④モクキンピ(アオイ科のムクゲの幹皮を基原とする生薬)のエキスは、皮膚糸状菌の増殖を抑える作用を期待して用いられる。
こちらは正です。
抗真菌薬に関する問題です。
抗真菌薬はいくつもありますが、生薬の成分が出題されることもあるので、確認する必要があります。
生薬以外の成分は以下にまとめていますので、ご確認ください。
① イミダゾール系抗真菌成分:
オキシコナゾール硝酸塩、ネチコナ ゾール塩酸塩、ビホナゾール、スルコナゾール硝酸塩、エコナゾール硝酸塩、クロトリマゾール、ミコナゾール硝酸塩、チオコナゾール等は、
皮膚糸状菌の細胞膜を構成する成分の産生を妨げたり、細胞膜の透過性を変化させることにより、その増殖を抑えます。
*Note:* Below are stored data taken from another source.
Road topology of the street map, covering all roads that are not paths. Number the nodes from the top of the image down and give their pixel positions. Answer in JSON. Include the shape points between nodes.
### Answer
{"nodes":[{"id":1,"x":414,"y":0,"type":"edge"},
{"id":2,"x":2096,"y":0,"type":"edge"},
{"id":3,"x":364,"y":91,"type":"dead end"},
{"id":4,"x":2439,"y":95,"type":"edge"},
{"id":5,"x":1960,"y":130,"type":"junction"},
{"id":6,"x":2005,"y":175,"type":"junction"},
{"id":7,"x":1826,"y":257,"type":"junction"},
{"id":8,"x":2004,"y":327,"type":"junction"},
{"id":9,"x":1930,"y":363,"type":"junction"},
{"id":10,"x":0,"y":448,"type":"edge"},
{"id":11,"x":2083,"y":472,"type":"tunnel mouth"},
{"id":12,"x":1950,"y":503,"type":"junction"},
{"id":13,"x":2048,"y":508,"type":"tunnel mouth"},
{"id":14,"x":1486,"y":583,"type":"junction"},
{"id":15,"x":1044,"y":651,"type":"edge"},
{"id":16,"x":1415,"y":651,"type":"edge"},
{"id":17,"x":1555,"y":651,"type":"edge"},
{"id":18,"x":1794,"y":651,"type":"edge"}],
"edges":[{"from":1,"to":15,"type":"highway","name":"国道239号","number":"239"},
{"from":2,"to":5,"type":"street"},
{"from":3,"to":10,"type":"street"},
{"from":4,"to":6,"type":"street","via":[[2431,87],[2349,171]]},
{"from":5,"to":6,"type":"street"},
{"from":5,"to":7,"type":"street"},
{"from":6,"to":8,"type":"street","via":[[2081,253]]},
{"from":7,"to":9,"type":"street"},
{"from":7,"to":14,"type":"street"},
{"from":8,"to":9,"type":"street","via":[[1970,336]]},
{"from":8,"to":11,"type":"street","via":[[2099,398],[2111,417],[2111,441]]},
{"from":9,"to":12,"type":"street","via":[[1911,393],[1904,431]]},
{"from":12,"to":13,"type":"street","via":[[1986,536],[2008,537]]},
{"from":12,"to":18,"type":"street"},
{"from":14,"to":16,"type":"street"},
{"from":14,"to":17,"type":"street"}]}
② アモロルフィン塩酸塩、ブテナフィン塩酸塩、テルビナフィン塩酸塩:
皮膚糸状菌の細胞膜を構成する成分の産生を妨げることにより、その増殖を抑えます。
③ シクロピロクスオラミン:
皮膚糸状菌の細胞膜に作用して、その増殖・生存に必要な物質の輸送機能を妨げ、その増殖を抑える。
④ ウンデシレン酸、ウンデシレン酸亜鉛:
患部を酸性にすることで、皮膚糸状菌の発育を抑えます。
⑤ ピロールニトリン:
菌の呼吸や代謝を妨げることにより、皮膚糸状菌の増殖を抑える。
単独での抗真菌作用は弱いため、他の抗真菌成分と組み合わせて配合される。
⑥ その他:
抗真菌成分としてトルナフタート、エキサラミドが配合されている場合がある。
⑤カルプロニウム塩化物は、末梢組織(適用局所)において抗コリン作用を示し、頭皮の血管を拡張、毛根への血行を促すことによる発毛効果を期待して用いられる。
こちらは誤です。
正しくは
抗コリン作用ではなく、コリン作用である
です。
コリン作用という言葉は稀なので、ひっかからないように気をつけましょう。登録販売者試験では抗コリン作用という言葉は何回も出てきますが、コリン作用という言葉はほとんど出てこないので、カルプロニウムで抗コリン作用ときたらすぐに「誤」と判断しましょう!
以上が、「細かい部分を問う問題 皮膚に用いる薬②」の解説でした。細かい部分を1つずつ覚えていくことで、点数アップや自信につながります。ぜひ勉強にお役立てください。